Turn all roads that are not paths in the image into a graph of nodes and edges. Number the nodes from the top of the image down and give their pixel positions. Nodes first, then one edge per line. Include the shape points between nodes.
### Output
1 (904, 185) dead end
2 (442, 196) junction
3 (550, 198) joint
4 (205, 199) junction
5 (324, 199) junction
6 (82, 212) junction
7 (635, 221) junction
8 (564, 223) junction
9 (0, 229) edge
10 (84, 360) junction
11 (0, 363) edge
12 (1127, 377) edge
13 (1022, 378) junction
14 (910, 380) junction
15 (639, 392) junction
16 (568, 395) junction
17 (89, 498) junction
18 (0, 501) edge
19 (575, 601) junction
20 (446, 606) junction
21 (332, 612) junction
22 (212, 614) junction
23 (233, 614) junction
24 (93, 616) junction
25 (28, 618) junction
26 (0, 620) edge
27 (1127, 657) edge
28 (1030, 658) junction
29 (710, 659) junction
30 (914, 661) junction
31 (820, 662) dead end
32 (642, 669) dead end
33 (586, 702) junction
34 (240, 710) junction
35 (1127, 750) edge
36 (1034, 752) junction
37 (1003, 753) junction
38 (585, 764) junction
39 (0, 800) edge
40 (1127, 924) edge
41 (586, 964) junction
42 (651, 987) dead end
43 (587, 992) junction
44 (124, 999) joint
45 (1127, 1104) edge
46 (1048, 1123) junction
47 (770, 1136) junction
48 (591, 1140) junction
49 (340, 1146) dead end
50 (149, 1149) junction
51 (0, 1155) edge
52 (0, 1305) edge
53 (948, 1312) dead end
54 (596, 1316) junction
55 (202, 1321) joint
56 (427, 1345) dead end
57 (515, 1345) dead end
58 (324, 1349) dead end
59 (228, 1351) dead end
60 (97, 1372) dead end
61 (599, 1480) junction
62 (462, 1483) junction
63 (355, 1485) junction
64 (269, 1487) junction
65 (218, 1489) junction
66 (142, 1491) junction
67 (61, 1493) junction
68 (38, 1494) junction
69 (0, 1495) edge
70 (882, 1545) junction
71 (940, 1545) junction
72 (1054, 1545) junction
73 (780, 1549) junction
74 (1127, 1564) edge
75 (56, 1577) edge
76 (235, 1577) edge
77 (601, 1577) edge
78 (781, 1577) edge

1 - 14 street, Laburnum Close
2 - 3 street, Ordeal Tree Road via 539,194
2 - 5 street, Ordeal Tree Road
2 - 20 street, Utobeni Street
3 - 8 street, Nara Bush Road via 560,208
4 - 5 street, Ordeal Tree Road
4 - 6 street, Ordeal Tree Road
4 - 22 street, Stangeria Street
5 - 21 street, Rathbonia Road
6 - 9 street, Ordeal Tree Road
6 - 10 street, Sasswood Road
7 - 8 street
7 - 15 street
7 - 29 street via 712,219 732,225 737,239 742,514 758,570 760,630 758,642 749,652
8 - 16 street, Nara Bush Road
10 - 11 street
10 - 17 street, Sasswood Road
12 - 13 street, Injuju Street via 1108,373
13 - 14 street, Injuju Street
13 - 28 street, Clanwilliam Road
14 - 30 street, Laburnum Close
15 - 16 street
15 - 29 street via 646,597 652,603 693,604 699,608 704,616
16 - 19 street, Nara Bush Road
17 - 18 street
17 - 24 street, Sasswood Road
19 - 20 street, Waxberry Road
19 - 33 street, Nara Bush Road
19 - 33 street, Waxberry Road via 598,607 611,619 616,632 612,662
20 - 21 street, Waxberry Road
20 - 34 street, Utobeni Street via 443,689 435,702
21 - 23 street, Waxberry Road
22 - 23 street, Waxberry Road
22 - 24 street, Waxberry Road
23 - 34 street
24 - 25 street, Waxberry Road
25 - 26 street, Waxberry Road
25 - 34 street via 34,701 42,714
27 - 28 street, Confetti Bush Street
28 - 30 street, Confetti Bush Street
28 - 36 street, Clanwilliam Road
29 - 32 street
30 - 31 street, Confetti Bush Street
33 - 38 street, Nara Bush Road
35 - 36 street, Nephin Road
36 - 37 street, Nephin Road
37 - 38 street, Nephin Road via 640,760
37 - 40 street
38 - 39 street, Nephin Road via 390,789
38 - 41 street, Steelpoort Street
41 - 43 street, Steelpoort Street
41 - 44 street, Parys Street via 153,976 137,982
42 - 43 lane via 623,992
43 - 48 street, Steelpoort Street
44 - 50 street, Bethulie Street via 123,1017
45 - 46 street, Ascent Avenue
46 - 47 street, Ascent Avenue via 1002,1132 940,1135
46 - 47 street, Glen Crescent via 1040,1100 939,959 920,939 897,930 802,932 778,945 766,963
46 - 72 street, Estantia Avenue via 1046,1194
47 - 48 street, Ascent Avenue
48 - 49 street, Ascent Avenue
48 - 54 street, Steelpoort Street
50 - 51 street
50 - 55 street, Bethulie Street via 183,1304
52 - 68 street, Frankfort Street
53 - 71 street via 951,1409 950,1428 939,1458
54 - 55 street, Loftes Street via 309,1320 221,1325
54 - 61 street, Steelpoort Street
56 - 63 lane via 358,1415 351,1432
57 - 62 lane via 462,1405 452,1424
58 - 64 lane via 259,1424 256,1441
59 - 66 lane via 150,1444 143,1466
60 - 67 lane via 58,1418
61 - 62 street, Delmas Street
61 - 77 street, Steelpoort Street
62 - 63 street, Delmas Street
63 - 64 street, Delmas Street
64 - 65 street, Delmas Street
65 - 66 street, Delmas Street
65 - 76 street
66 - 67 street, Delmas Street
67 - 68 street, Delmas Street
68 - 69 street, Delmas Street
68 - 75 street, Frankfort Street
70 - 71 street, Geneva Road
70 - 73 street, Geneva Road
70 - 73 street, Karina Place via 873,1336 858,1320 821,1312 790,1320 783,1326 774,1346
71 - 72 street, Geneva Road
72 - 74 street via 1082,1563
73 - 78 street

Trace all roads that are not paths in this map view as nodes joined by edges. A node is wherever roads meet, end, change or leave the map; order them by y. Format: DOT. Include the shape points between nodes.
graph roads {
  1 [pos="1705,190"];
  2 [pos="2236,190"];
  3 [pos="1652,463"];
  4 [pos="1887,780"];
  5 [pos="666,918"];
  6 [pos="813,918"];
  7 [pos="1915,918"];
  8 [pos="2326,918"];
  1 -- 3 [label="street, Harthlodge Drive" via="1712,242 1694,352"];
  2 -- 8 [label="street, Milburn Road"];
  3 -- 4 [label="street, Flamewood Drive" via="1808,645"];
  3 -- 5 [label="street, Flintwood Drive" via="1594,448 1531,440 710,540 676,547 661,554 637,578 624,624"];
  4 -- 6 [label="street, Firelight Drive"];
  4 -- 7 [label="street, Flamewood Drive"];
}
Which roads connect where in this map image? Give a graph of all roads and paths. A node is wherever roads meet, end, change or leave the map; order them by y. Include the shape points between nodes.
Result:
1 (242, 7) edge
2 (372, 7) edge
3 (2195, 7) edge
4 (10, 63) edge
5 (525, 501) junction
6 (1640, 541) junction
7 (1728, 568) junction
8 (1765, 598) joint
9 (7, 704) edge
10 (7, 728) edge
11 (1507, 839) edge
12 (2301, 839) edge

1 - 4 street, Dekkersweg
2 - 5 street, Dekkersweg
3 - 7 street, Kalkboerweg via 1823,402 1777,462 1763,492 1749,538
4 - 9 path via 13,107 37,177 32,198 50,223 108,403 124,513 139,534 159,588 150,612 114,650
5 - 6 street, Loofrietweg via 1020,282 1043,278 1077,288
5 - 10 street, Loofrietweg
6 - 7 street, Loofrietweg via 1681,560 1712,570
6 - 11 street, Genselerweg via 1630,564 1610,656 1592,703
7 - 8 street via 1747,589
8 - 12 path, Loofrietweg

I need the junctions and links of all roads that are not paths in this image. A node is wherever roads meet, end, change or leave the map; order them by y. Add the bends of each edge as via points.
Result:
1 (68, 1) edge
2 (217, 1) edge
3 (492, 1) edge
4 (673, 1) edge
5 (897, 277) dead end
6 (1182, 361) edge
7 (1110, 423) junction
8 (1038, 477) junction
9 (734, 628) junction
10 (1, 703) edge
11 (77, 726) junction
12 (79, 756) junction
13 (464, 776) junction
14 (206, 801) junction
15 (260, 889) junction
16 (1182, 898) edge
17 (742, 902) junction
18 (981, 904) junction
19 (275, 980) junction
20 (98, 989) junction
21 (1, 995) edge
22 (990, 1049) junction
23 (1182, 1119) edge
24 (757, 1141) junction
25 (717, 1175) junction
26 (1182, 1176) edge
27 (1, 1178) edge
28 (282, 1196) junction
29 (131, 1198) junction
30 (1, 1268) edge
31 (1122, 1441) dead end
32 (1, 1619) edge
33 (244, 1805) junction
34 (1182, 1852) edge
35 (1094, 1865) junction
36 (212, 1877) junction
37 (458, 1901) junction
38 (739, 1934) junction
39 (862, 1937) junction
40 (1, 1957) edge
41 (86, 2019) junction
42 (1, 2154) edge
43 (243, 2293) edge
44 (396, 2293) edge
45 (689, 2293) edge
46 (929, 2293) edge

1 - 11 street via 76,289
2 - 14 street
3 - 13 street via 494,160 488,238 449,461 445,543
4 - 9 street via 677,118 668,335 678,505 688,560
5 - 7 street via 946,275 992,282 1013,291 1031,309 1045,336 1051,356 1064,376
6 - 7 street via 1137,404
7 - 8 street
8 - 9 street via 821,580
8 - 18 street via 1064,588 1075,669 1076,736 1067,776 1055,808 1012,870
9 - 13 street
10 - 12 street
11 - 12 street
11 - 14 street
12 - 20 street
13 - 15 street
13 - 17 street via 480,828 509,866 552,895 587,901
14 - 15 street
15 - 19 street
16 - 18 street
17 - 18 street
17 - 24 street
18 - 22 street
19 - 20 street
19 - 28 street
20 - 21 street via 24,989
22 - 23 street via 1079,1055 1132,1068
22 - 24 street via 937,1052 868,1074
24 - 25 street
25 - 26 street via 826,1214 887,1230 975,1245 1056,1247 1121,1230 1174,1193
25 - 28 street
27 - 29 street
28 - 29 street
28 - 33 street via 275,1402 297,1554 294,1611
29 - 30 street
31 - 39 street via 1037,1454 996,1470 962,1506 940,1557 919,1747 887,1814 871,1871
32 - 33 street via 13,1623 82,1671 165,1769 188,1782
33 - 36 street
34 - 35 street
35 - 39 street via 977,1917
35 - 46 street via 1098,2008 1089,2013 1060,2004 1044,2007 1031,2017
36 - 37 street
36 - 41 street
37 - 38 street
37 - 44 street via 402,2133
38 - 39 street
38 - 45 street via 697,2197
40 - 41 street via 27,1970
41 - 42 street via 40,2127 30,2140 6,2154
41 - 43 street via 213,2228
□ □ □ □
» **TASK TO COMPLETE**:
Your task is to retype the entries verbatim, starting with the line that holds "Trace all roads" and stopping after the line that holds "Which roads connect".

» **SOLUTION**:
Trace all roads that are not paths in this map view as nodes joined by edges. A node is wherever roads meet, end, change or leave the map; order them by y. Format: DOT. Include the shape points between nodes.
graph roads {
  1 [pos="1705,190"];
  2 [pos="2236,190"];
  3 [pos="1652,463"];
  4 [pos="1887,780"];
  5 [pos="666,918"];
  6 [pos="813,918"];
  7 [pos="1915,918"];
  8 [pos="2326,918"];
  1 -- 3 [label="street, Harthlodge Drive" via="1712,242 1694,352"];
  2 -- 8 [label="street, Milburn Road"];
  3 -- 4 [label="street, Flamewood Drive" via="1808,645"];
  3 -- 5 [label="street, Flintwood Drive" via="1594,448 1531,440 710,540 676,547 661,554 637,578 624,624"];
  4 -- 6 [label="street, Firelight Drive"];
  4 -- 7 [label="street, Flamewood Drive"];
}
Which roads connect where in this map image? Give a graph of all roads and paths. A node is wherever roads meet, end, change or leave the map; order them by y. Include the shape points between nodes.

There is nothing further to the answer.